══ Task material
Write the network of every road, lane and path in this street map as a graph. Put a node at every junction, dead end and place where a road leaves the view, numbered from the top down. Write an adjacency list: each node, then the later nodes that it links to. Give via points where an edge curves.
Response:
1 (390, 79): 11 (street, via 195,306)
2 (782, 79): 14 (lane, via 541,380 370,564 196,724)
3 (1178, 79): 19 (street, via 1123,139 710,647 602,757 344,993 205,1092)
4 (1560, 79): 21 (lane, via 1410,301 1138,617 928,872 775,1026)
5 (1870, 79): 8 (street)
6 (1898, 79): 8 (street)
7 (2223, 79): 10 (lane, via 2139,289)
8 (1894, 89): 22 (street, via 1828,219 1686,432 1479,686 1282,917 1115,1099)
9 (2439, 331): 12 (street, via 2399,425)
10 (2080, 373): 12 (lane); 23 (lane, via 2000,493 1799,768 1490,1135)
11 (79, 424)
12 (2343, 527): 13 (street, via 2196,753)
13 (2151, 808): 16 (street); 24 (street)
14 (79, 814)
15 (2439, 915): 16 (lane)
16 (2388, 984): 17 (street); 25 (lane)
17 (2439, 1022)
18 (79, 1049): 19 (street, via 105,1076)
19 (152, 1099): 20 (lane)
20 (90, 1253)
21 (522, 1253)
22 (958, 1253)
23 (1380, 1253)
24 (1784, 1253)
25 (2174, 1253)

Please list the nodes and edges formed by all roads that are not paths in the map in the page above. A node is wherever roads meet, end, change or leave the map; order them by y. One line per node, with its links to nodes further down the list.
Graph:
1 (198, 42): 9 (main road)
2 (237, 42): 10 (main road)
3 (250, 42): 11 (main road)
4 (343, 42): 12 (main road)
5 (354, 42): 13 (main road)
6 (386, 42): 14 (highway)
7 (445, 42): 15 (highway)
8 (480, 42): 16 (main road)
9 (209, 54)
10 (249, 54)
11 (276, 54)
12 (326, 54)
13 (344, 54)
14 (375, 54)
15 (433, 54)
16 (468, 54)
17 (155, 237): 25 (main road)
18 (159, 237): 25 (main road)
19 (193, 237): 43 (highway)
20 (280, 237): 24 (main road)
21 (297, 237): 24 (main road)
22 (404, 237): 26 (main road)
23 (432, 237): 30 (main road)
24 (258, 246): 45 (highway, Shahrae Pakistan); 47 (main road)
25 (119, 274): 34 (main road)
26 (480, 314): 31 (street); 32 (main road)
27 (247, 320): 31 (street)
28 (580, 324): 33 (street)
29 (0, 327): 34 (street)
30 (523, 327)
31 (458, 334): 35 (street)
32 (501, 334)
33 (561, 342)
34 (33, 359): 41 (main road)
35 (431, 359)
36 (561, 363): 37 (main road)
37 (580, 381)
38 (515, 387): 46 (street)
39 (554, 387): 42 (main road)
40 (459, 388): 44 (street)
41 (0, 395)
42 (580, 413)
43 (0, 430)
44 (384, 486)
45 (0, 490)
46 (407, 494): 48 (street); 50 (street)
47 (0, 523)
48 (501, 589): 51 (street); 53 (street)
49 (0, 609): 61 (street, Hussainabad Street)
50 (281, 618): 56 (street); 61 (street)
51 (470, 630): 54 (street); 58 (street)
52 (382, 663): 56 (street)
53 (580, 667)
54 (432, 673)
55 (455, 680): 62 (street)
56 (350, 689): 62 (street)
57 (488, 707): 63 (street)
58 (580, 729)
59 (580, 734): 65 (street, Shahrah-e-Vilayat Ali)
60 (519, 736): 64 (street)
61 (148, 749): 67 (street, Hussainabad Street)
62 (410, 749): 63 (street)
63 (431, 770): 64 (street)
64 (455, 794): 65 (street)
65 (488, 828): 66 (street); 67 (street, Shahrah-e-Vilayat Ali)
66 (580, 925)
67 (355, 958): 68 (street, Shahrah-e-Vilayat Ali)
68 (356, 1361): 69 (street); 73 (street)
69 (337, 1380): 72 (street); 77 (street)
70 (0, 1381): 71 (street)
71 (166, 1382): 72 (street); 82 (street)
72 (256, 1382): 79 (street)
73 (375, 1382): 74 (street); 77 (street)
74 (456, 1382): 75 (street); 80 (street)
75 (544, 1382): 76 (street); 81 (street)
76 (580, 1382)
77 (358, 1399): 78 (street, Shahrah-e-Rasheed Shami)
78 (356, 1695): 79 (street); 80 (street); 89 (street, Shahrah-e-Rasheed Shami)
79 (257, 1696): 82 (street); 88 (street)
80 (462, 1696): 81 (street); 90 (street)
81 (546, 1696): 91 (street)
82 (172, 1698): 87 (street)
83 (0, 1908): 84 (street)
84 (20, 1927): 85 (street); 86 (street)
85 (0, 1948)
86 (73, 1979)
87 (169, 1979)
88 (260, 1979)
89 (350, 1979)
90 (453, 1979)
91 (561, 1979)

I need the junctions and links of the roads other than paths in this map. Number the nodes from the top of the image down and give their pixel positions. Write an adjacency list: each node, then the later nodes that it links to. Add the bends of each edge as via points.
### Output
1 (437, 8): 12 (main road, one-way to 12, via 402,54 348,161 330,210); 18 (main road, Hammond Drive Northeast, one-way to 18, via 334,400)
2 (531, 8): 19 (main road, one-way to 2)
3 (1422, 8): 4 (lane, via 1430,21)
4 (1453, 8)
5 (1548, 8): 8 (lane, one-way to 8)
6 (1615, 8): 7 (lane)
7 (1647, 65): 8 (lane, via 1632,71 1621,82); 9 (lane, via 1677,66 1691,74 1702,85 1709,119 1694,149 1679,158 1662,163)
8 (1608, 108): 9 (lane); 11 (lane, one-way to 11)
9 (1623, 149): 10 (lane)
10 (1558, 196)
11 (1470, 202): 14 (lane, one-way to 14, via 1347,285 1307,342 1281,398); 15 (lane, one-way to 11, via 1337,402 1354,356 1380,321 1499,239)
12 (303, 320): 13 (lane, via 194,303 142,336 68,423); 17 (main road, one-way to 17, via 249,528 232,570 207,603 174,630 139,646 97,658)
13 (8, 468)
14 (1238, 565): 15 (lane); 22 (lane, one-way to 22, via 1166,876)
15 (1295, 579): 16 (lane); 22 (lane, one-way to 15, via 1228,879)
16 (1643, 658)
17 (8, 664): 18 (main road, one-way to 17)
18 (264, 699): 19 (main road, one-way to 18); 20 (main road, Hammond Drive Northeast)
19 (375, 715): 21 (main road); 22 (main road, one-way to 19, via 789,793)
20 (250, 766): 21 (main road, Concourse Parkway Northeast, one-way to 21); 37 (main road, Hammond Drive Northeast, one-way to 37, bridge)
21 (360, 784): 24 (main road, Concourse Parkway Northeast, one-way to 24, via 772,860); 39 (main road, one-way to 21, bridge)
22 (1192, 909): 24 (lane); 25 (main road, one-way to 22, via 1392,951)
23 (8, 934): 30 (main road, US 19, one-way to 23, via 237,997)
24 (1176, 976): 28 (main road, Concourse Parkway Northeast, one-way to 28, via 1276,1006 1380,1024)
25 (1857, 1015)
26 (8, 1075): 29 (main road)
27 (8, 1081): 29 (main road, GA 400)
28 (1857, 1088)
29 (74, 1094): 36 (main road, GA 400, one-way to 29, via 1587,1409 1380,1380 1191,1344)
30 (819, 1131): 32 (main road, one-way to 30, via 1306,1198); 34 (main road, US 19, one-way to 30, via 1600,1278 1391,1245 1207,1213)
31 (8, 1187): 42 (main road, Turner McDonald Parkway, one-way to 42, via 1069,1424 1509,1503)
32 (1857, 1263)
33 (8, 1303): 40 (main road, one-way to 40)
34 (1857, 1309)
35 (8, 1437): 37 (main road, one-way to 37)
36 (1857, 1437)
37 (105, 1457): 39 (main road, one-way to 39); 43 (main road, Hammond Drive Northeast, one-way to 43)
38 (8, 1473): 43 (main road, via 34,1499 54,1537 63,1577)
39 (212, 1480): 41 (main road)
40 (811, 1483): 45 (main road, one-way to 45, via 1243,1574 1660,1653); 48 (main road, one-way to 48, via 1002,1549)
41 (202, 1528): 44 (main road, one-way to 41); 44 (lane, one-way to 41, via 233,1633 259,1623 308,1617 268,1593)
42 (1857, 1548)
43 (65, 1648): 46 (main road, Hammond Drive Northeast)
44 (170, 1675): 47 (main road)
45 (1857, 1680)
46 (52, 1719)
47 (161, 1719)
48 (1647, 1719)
════
Check each line of the data above for the word "adjacency" and say how many lines have it. Give the number alone.

2